[What you need to do]: Only the text belongs in the copy: repeat each record exactly, without pictures.

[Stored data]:
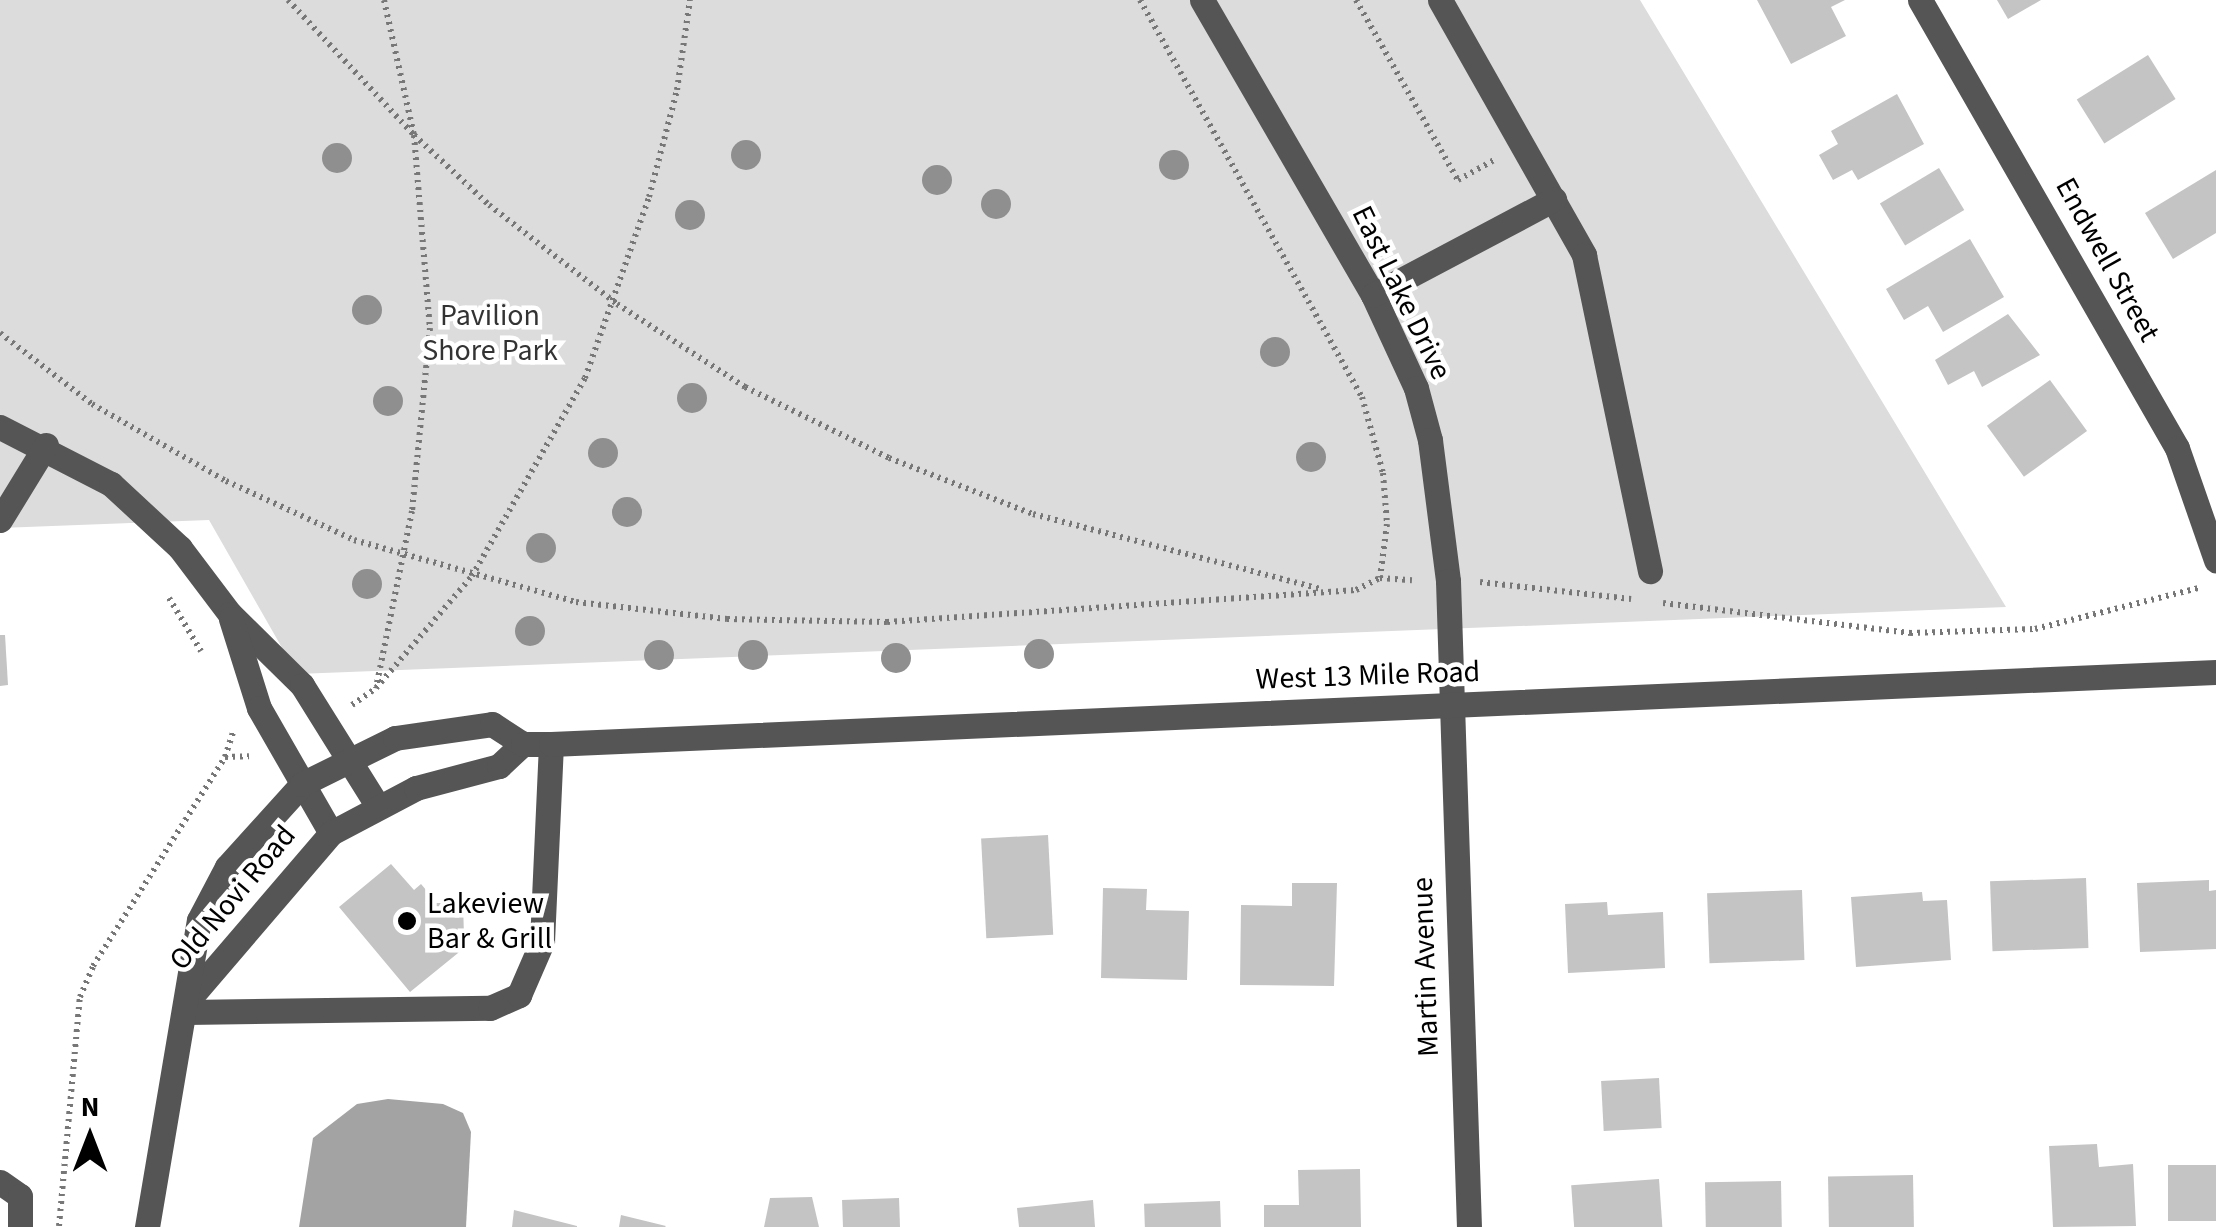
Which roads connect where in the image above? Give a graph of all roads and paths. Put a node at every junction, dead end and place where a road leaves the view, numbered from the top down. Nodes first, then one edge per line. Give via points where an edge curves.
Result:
1 (288, 0) edge
2 (384, 0) edge
3 (690, 0) edge
4 (1140, 0) edge
5 (1202, 0) edge
6 (1356, 0) edge
7 (1440, 0) edge
8 (1920, 0) edge
9 (414, 135) junction
10 (1522, 144) junction
11 (1554, 199) junction
12 (1373, 295) junction
13 (617, 304) junction
14 (0, 333) edge
15 (0, 427) edge
16 (46, 445) junction
17 (0, 520) edge
18 (404, 555) junction
19 (2216, 560) edge
20 (1650, 570) dead end
21 (472, 576) junction
22 (1380, 578) junction
23 (1417, 580) dead end
24 (1468, 580) dead end
25 (2216, 584) edge
26 (161, 586) dead end
27 (1327, 591) junction
28 (1636, 600) dead end
29 (1655, 602) dead end
30 (230, 614) junction
31 (206, 658) dead end
32 (2216, 672) edge
33 (1448, 704) junction
34 (227, 711) dead end
35 (523, 744) junction
36 (552, 744) junction
37 (348, 756) junction
38 (302, 784) junction
39 (376, 805) junction
40 (331, 833) junction
41 (187, 1006) junction
42 (0, 1182) edge
43 (20, 1227) edge
44 (59, 1227) edge
45 (147, 1227) edge
46 (1469, 1227) edge

1 - 9 path
2 - 9 path
3 - 13 path via 677,90
4 - 22 path via 1362,397 1384,490
5 - 12 street, East Lake Drive
6 - 10 path via 1458,180
7 - 10 street
8 - 19 street, Endwell Street via 2177,448
9 - 13 path via 489,205
9 - 18 path via 429,362
10 - 11 street
11 - 12 street
11 - 20 street via 1584,255
12 - 33 street, East Lake Drive via 1416,388 1440,487
13 - 21 path via 548,450
13 - 27 path via 745,387 889,458 1129,543
14 - 18 path via 92,404 226,481 354,540
15 - 16 street
16 - 17 street
16 - 30 street via 138,506
18 - 21 path
18 - 21 path via 376,688
21 - 27 path via 637,611 816,622 957,620
22 - 23 path
22 - 27 path via 1356,590
24 - 28 path
25 - 29 path via 2035,629 1832,628
26 - 31 path
30 - 37 street via 302,685
30 - 38 street via 259,708
32 - 33 street, West 13 Mile Road
33 - 36 street, West 13 Mile Road
33 - 46 street, Martin Avenue
34 - 44 path via 233,730 226,757 93,966 80,997
35 - 36 street, West 13 Mile Road
35 - 37 street, West 13 Mile Road via 492,724 395,738
35 - 39 street via 499,766
36 - 41 street via 542,942 526,989 490,1008
37 - 38 street, Old Novi Road
37 - 39 street
38 - 40 street
38 - 41 street, Old Novi Road via 226,867 192,936
39 - 40 street, Old Novi Road
40 - 41 street, Old Novi Road
41 - 45 street, Old Novi Road
42 - 43 street via 20,1196

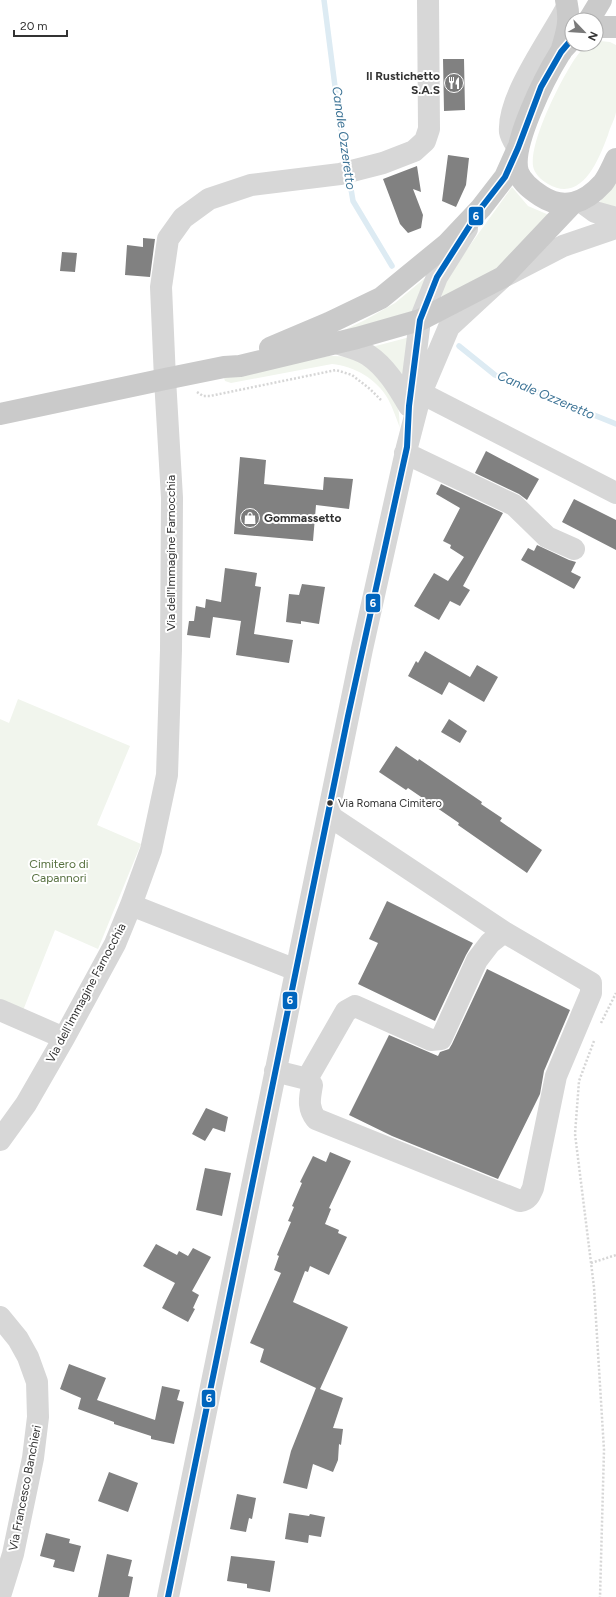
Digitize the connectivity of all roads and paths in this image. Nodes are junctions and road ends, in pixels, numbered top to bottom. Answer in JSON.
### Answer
{"nodes":[{"id":1,"x":428,"y":0,"type":"edge"},
{"id":2,"x":601,"y":0,"type":"edge"},
{"id":3,"x":613,"y":0,"type":"edge"},
{"id":4,"x":567,"y":3,"type":"edge"},
{"id":5,"x":616,"y":4,"type":"edge"},
{"id":6,"x":594,"y":12,"type":"edge"},
{"id":7,"x":604,"y":27,"type":"edge"},
{"id":8,"x":616,"y":27,"type":"edge"},
{"id":9,"x":564,"y":49,"type":"edge"},
{"id":10,"x":518,"y":148,"type":"junction"},
{"id":11,"x":616,"y":159,"type":"edge"},
{"id":12,"x":576,"y":202,"type":"junction"},
{"id":13,"x":481,"y":208,"type":"junction"},
{"id":14,"x":616,"y":218,"type":"edge"},
{"id":15,"x":616,"y":228,"type":"edge"},
{"id":16,"x":503,"y":277,"type":"junction"},
{"id":17,"x":420,"y":320,"type":"junction"},
{"id":18,"x":336,"y":343,"type":"junction"},
{"id":19,"x":224,"y":367,"type":"junction"},
{"id":20,"x":192,"y":374,"type":"junction"},
{"id":21,"x":164,"y":379,"type":"junction"},
{"id":22,"x":415,"y":399,"type":"junction"},
{"id":23,"x":383,"y":402,"type":"dead end"},
{"id":24,"x":0,"y":414,"type":"edge"},
{"id":25,"x":406,"y":450,"type":"junction"},
{"id":26,"x":616,"y":494,"type":"edge"},
{"id":27,"x":574,"y":548,"type":"dead end"},
{"id":28,"x":328,"y":815,"type":"junction"},
{"id":29,"x":131,"y":905,"type":"junction"},
{"id":30,"x":504,"y":932,"type":"junction"},
{"id":31,"x":296,"y":970,"type":"junction"},
{"id":32,"x":616,"y":993,"type":"edge"},
{"id":33,"x":0,"y":1010,"type":"edge"},
{"id":34,"x":600,"y":1025,"type":"dead end"},
{"id":35,"x":64,"y":1038,"type":"junction"},
{"id":36,"x":595,"y":1039,"type":"dead end"},
{"id":37,"x":275,"y":1071,"type":"junction"},
{"id":38,"x":307,"y":1079,"type":"junction"},
{"id":39,"x":0,"y":1140,"type":"edge"},
{"id":40,"x":616,"y":1254,"type":"edge"},
{"id":41,"x":591,"y":1263,"type":"junction"},
{"id":42,"x":0,"y":1317,"type":"edge"},
{"id":43,"x":0,"y":1596,"type":"edge"},
{"id":44,"x":168,"y":1597,"type":"edge"},
{"id":45,"x":600,"y":1597,"type":"edge"}],
"edges":[{"from":1,"to":21,"type":"street","name":"Via dell'Immagine Farnocchia"},
{"from":2,"to":6,"type":"main road"},
{"from":3,"to":5,"type":"main road"},
{"from":4,"to":10,"type":"street"},
{"from":7,"to":8,"type":"main road"},
{"from":9,"to":10,"type":"main road"},
{"from":10,"to":12,"type":"main road"},
{"from":10,"to":13,"type":"main road"},
{"from":11,"to":12,"type":"main road"},
{"from":12,"to":14,"type":"street"},
{"from":12,"to":16,"type":"main road"},
{"from":13,"to":17,"type":"street"},
{"from":13,"to":19,"type":"main road"},
{"from":15,"to":16,"type":"street"},
{"from":16,"to":17,"type":"main road"},
{"from":16,"to":22,"type":"street"},
{"from":17,"to":18,"type":"main road"},
{"from":17,"to":22,"type":"street"},
{"from":18,"to":19,"type":"main road"},
{"from":18,"to":22,"type":"street"},
{"from":19,"to":20,"type":"main road"},
{"from":20,"to":21,"type":"main road"},
{"from":20,"to":23,"type":"path"},
{"from":21,"to":24,"type":"main road"},
{"from":21,"to":29,"type":"street","name":"Via dell'Immagine Farnocchia"},
{"from":22,"to":25,"type":"street"},
{"from":22,"to":26,"type":"street"},
{"from":25,"to":27,"type":"street"},
{"from":25,"to":28,"type":"street"},
{"from":28,"to":30,"type":"street"},
{"from":28,"to":31,"type":"street"},
{"from":29,"to":31,"type":"street"},
{"from":29,"to":35,"type":"street","name":"Via dell'Immagine Farnocchia"},
{"from":30,"to":38,"type":"street"},
{"from":30,"to":38,"type":"street"},
{"from":31,"to":37,"type":"street"},
{"from":32,"to":34,"type":"path"},
{"from":33,"to":35,"type":"street"},
{"from":35,"to":39,"type":"street","name":"Via dell'Immagine Farnocchia"},
{"from":36,"to":41,"type":"path"},
{"from":37,"to":38,"type":"street"},
{"from":37,"to":44,"type":"street"},
{"from":40,"to":41,"type":"path"},
{"from":41,"to":45,"type":"path"},
{"from":42,"to":43,"type":"street","name":"Via Francesco Banchieri"}]}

[Response]:
Which roads connect where in the image above? Give a graph of all roads and paths. Put a node at every junction, dead end and place where a road leaves the view, numbered from the top down. Nodes first, then one edge per line. Give via points where an edge curves.
Result:
1 (288, 0) edge
2 (384, 0) edge
3 (690, 0) edge
4 (1140, 0) edge
5 (1202, 0) edge
6 (1356, 0) edge
7 (1440, 0) edge
8 (1920, 0) edge
9 (414, 135) junction
10 (1522, 144) junction
11 (1554, 199) junction
12 (1373, 295) junction
13 (617, 304) junction
14 (0, 333) edge
15 (0, 427) edge
16 (46, 445) junction
17 (0, 520) edge
18 (404, 555) junction
19 (2216, 560) edge
20 (1650, 570) dead end
21 (472, 576) junction
22 (1380, 578) junction
23 (1417, 580) dead end
24 (1468, 580) dead end
25 (2216, 584) edge
26 (161, 586) dead end
27 (1327, 591) junction
28 (1636, 600) dead end
29 (1655, 602) dead end
30 (230, 614) junction
31 (206, 658) dead end
32 (2216, 672) edge
33 (1448, 704) junction
34 (227, 711) dead end
35 (523, 744) junction
36 (552, 744) junction
37 (348, 756) junction
38 (302, 784) junction
39 (376, 805) junction
40 (331, 833) junction
41 (187, 1006) junction
42 (0, 1182) edge
43 (20, 1227) edge
44 (59, 1227) edge
45 (147, 1227) edge
46 (1469, 1227) edge

1 - 9 path
2 - 9 path
3 - 13 path via 677,90
4 - 22 path via 1362,397 1384,490
5 - 12 street, East Lake Drive
6 - 10 path via 1458,180
7 - 10 street
8 - 19 street, Endwell Street via 2177,448
9 - 13 path via 489,205
9 - 18 path via 429,362
10 - 11 street
11 - 12 street
11 - 20 street via 1584,255
12 - 33 street, East Lake Drive via 1416,388 1440,487
13 - 21 path via 548,450
13 - 27 path via 745,387 889,458 1129,543
14 - 18 path via 92,404 226,481 354,540
15 - 16 street
16 - 17 street
16 - 30 street via 138,506
18 - 21 path
18 - 21 path via 376,688
21 - 27 path via 637,611 816,622 957,620
22 - 23 path
22 - 27 path via 1356,590
24 - 28 path
25 - 29 path via 2035,629 1832,628
26 - 31 path
30 - 37 street via 302,685
30 - 38 street via 259,708
32 - 33 street, West 13 Mile Road
33 - 36 street, West 13 Mile Road
33 - 46 street, Martin Avenue
34 - 44 path via 233,730 226,757 93,966 80,997
35 - 36 street, West 13 Mile Road
35 - 37 street, West 13 Mile Road via 492,724 395,738
35 - 39 street via 499,766
36 - 41 street via 542,942 526,989 490,1008
37 - 38 street, Old Novi Road
37 - 39 street
38 - 40 street
38 - 41 street, Old Novi Road via 226,867 192,936
39 - 40 street, Old Novi Road
40 - 41 street, Old Novi Road
41 - 45 street, Old Novi Road
42 - 43 street via 20,1196

Digitize the connectivity of all roads and paths in this image. Nodes are junctions and road ends, in pixels, numbered top to bottom. Answer in JSON.
### Answer
{"nodes":[{"id":1,"x":428,"y":0,"type":"edge"},
{"id":2,"x":601,"y":0,"type":"edge"},
{"id":3,"x":613,"y":0,"type":"edge"},
{"id":4,"x":567,"y":3,"type":"edge"},
{"id":5,"x":616,"y":4,"type":"edge"},
{"id":6,"x":594,"y":12,"type":"edge"},
{"id":7,"x":604,"y":27,"type":"edge"},
{"id":8,"x":616,"y":27,"type":"edge"},
{"id":9,"x":564,"y":49,"type":"edge"},
{"id":10,"x":518,"y":148,"type":"junction"},
{"id":11,"x":616,"y":159,"type":"edge"},
{"id":12,"x":576,"y":202,"type":"junction"},
{"id":13,"x":481,"y":208,"type":"junction"},
{"id":14,"x":616,"y":218,"type":"edge"},
{"id":15,"x":616,"y":228,"type":"edge"},
{"id":16,"x":503,"y":277,"type":"junction"},
{"id":17,"x":420,"y":320,"type":"junction"},
{"id":18,"x":336,"y":343,"type":"junction"},
{"id":19,"x":224,"y":367,"type":"junction"},
{"id":20,"x":192,"y":374,"type":"junction"},
{"id":21,"x":164,"y":379,"type":"junction"},
{"id":22,"x":415,"y":399,"type":"junction"},
{"id":23,"x":383,"y":402,"type":"dead end"},
{"id":24,"x":0,"y":414,"type":"edge"},
{"id":25,"x":406,"y":450,"type":"junction"},
{"id":26,"x":616,"y":494,"type":"edge"},
{"id":27,"x":574,"y":548,"type":"dead end"},
{"id":28,"x":328,"y":815,"type":"junction"},
{"id":29,"x":131,"y":905,"type":"junction"},
{"id":30,"x":504,"y":932,"type":"junction"},
{"id":31,"x":296,"y":970,"type":"junction"},
{"id":32,"x":616,"y":993,"type":"edge"},
{"id":33,"x":0,"y":1010,"type":"edge"},
{"id":34,"x":600,"y":1025,"type":"dead end"},
{"id":35,"x":64,"y":1038,"type":"junction"},
{"id":36,"x":595,"y":1039,"type":"dead end"},
{"id":37,"x":275,"y":1071,"type":"junction"},
{"id":38,"x":307,"y":1079,"type":"junction"},
{"id":39,"x":0,"y":1140,"type":"edge"},
{"id":40,"x":616,"y":1254,"type":"edge"},
{"id":41,"x":591,"y":1263,"type":"junction"},
{"id":42,"x":0,"y":1317,"type":"edge"},
{"id":43,"x":0,"y":1596,"type":"edge"},
{"id":44,"x":168,"y":1597,"type":"edge"},
{"id":45,"x":600,"y":1597,"type":"edge"}],
"edges":[{"from":1,"to":21,"type":"street","name":"Via dell'Immagine Farnocchia"},
{"from":2,"to":6,"type":"main road"},
{"from":3,"to":5,"type":"main road"},
{"from":4,"to":10,"type":"street"},
{"from":7,"to":8,"type":"main road"},
{"from":9,"to":10,"type":"main road"},
{"from":10,"to":12,"type":"main road"},
{"from":10,"to":13,"type":"main road"},
{"from":11,"to":12,"type":"main road"},
{"from":12,"to":14,"type":"street"},
{"from":12,"to":16,"type":"main road"},
{"from":13,"to":17,"type":"street"},
{"from":13,"to":19,"type":"main road"},
{"from":15,"to":16,"type":"street"},
{"from":16,"to":17,"type":"main road"},
{"from":16,"to":22,"type":"street"},
{"from":17,"to":18,"type":"main road"},
{"from":17,"to":22,"type":"street"},
{"from":18,"to":19,"type":"main road"},
{"from":18,"to":22,"type":"street"},
{"from":19,"to":20,"type":"main road"},
{"from":20,"to":21,"type":"main road"},
{"from":20,"to":23,"type":"path"},
{"from":21,"to":24,"type":"main road"},
{"from":21,"to":29,"type":"street","name":"Via dell'Immagine Farnocchia"},
{"from":22,"to":25,"type":"street"},
{"from":22,"to":26,"type":"street"},
{"from":25,"to":27,"type":"street"},
{"from":25,"to":28,"type":"street"},
{"from":28,"to":30,"type":"street"},
{"from":28,"to":31,"type":"street"},
{"from":29,"to":31,"type":"street"},
{"from":29,"to":35,"type":"street","name":"Via dell'Immagine Farnocchia"},
{"from":30,"to":38,"type":"street"},
{"from":30,"to":38,"type":"street"},
{"from":31,"to":37,"type":"street"},
{"from":32,"to":34,"type":"path"},
{"from":33,"to":35,"type":"street"},
{"from":35,"to":39,"type":"street","name":"Via dell'Immagine Farnocchia"},
{"from":36,"to":41,"type":"path"},
{"from":37,"to":38,"type":"street"},
{"from":37,"to":44,"type":"street"},
{"from":40,"to":41,"type":"path"},
{"from":41,"to":45,"type":"path"},
{"from":42,"to":43,"type":"street","name":"Via Francesco Banchieri"}]}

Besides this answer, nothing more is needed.